Breakfast is the family's major eating event: creamed chipped beef, grits, Sally Lunn, fried apples, Carter's chef sister Liza’s cinnamon coffee cake, and oftentimes Bloody Marys for the adults. Later, lots and lots of coffee is consumed.

[Bloody Mary photograph by Marian Cooper Cairns for Southern Living. Click here for the recipe.]

"On Boxing Day, we clean up our mess and have a huge Boxing Day party for all our friends in the area. A favorite holiday nibble is my grandmother, 'Ga Ga’s,' cheese biscuits, now made by my sister Liza."

 [Virginia landscape photographed by Janet Blyberg.]

Maximalist and over-the-top, yet still rustic and simple, sums up Carter's holiday decorating style. I'll paraphrase the scene she set at Muskettoe Pointe Farm:

Real dripping candles are everywhere, including the overhead tin chandeliers, while mantelpieces are decked with holly and magnolia. White candle lights sit in the windows. the tree is decorated with cranberries and old cookie ornaments and toys, and to this classic mix the family adds a cobbled together nativity scene composed of characters and animals from many different sets -- a funny hodpodge of varied scale and levels of craftsmanship.

[Photo copyright © Sara Beth Turner.]
Carter adds, "Presiding each year from the mantelpiece over the [mismatched] stockings is a quartet of old ceramic Santas and a diminutive Santa Band that I added up a few years ago having found it in a New York City flea market."

Her holiday pet peeve? "Taking it all down!"

To learn more about Carter's imperfect approach, click here.

[Photograph by Maura McEvoy  ©Stealing Magnolias: Tales from a New Orleans Courtyard by Debra Shriver, Glitterati, Inc. 2010.]

Also of interest: Inspiration is Free and Trimmings and Tunes for Later...

and Eyes Wide Open (Thanksgiving Week).


Anonymous said...


An "imperfectly" Perfect Holiday season to all the Style Court family!

imperfectly yours,

Pigtown*Design said...

Just ordered Carter's book and can't wait to receive it. I love Christmas like she described. That't the way our family Christmas is, but with about 10 fewer people!

Anonymous said...

I'd love to see more gift wrap examples. There are so few blogs that tackle that subject and there should be more; wrapping presents really is an art!

Style Court said...

Hi Anon,

Great! More are on the way and there are a host of ideas in the archives, too. Stay tuned!

Style Court said...

Meg -- I thought of you as I put this post together :)

Style Court said...

Carter --

Warm wishes to you and yours as well!


quintessence said...

Looks like such fun! Love Mary and totally relate to her aesthetic.


oh How I wish I had been there! what a fantastic day it must have been-her style and attitude for interior design is inspiring!

Janet said...

What fun! And I must agree, taking it all down is a terrible chore. Happy, happy to all!

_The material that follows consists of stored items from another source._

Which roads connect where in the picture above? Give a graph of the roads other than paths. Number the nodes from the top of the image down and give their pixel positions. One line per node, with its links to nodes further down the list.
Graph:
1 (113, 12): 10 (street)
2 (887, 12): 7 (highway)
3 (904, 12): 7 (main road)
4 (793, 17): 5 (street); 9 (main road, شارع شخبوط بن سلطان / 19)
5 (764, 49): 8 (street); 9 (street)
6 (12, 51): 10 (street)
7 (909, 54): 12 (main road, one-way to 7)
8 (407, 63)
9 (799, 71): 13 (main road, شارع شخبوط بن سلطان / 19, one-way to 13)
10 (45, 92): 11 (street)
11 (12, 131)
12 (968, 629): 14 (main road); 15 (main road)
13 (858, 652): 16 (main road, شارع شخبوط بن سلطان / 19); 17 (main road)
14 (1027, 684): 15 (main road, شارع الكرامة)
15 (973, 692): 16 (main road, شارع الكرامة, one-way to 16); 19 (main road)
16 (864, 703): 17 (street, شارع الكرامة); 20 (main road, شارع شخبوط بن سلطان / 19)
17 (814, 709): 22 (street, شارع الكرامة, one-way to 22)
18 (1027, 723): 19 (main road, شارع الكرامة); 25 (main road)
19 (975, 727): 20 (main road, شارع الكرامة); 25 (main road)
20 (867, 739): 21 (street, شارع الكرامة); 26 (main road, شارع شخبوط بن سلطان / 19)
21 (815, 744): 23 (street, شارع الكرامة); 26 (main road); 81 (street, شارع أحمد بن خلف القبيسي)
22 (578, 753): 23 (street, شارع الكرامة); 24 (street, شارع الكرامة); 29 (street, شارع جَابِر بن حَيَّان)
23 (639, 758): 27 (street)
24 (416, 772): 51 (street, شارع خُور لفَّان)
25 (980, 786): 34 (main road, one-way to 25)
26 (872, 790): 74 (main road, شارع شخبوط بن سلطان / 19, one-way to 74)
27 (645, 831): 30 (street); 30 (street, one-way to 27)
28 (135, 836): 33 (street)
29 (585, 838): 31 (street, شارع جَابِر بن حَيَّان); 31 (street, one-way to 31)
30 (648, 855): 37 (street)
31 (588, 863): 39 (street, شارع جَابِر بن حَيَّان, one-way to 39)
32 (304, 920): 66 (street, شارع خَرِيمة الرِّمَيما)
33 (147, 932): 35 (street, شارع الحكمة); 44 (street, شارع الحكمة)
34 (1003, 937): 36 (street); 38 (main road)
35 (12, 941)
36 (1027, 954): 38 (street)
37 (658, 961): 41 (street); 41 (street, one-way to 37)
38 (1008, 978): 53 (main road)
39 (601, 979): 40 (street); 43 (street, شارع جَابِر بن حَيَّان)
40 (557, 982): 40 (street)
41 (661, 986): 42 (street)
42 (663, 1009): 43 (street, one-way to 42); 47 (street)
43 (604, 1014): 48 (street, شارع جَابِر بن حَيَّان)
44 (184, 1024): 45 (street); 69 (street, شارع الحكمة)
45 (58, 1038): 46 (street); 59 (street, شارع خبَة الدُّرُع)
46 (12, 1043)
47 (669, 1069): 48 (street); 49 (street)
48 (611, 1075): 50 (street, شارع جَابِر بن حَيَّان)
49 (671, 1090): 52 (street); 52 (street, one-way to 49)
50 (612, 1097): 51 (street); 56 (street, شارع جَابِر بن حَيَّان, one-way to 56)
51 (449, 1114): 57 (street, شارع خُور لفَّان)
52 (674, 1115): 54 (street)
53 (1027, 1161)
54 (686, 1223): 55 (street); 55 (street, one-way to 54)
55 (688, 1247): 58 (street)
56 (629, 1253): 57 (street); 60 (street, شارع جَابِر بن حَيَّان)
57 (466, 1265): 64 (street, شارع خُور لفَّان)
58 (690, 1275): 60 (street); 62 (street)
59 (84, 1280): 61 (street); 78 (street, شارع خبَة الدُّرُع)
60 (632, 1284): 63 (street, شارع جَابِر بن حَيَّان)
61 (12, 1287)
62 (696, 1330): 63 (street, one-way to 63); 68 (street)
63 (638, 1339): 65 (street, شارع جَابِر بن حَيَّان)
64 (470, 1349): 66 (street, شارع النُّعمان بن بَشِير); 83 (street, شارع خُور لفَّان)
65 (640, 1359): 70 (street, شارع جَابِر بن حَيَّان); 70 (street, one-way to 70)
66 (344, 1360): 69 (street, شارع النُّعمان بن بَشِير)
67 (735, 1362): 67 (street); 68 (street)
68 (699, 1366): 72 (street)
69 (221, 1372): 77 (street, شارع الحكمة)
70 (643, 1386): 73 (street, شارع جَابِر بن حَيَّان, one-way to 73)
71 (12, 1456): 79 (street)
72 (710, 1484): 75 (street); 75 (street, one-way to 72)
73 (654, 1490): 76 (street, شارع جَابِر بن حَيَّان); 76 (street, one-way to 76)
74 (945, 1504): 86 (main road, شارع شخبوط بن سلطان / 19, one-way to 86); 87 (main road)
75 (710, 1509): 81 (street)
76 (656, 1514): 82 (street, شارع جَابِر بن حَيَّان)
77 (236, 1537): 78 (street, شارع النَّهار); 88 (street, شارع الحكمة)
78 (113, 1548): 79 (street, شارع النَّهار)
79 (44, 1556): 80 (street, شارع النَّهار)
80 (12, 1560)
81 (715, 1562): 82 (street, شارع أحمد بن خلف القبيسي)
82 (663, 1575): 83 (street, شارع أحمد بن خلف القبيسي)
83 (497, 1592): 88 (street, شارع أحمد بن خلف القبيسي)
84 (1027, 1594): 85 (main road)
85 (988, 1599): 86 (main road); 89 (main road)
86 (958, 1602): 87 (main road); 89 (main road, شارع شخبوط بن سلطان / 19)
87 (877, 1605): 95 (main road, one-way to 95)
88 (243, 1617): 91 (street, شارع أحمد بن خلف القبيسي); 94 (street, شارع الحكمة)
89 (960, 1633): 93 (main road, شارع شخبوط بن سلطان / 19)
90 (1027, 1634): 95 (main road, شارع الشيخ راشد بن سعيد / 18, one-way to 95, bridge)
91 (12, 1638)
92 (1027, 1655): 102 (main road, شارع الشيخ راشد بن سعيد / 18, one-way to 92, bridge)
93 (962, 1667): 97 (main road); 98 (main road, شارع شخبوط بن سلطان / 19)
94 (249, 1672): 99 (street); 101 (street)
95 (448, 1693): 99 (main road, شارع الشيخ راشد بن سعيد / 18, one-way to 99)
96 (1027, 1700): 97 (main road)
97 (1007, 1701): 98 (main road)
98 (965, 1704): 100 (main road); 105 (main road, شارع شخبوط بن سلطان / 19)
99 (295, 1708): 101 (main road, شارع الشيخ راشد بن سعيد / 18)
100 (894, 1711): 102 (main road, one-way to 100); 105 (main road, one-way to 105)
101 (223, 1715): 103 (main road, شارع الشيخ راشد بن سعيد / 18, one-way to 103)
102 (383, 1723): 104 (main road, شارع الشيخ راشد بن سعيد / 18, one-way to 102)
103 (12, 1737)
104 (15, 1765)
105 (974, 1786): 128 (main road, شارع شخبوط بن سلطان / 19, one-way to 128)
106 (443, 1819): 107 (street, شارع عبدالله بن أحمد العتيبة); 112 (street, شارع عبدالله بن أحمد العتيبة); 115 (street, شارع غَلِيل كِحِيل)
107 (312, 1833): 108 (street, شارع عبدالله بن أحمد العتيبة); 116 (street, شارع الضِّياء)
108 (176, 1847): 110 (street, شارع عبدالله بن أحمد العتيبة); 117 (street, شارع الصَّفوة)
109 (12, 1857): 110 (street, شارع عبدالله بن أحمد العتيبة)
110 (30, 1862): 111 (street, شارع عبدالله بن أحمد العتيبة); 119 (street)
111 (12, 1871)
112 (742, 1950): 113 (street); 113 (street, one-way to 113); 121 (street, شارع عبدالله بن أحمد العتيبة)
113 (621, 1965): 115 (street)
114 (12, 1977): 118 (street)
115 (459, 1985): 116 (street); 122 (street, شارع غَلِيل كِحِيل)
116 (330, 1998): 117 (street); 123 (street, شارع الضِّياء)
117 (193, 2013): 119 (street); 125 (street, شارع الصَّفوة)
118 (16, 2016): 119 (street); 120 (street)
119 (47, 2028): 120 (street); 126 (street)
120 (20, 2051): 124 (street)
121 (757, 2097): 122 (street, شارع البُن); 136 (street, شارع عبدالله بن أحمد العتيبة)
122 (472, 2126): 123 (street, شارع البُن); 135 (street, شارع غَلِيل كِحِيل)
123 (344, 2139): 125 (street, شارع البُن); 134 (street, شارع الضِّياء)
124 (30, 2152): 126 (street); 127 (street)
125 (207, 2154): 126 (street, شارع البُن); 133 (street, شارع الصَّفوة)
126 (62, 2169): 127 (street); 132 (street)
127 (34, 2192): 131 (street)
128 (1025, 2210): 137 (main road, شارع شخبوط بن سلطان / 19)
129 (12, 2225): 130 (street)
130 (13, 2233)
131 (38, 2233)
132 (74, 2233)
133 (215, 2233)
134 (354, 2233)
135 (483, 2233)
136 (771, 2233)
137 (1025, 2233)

Work verification: patinist (one who appreciates patina).

home before dark said...

Gotta love a girl who sees the world through the beauty of zip lock baggies!

Style Court said...

Indeed! I almost began this post with an image of a Ziplock bag.

Anonymous said...

looks like it was a fabulous day, would loved to have been there!

NicoLina said...

My brother is leaving to study abroad this summer and traveling through Europe so I was thinking of wrapping his present in a map patterned paper . What do you think? Is it clever or kind of silly??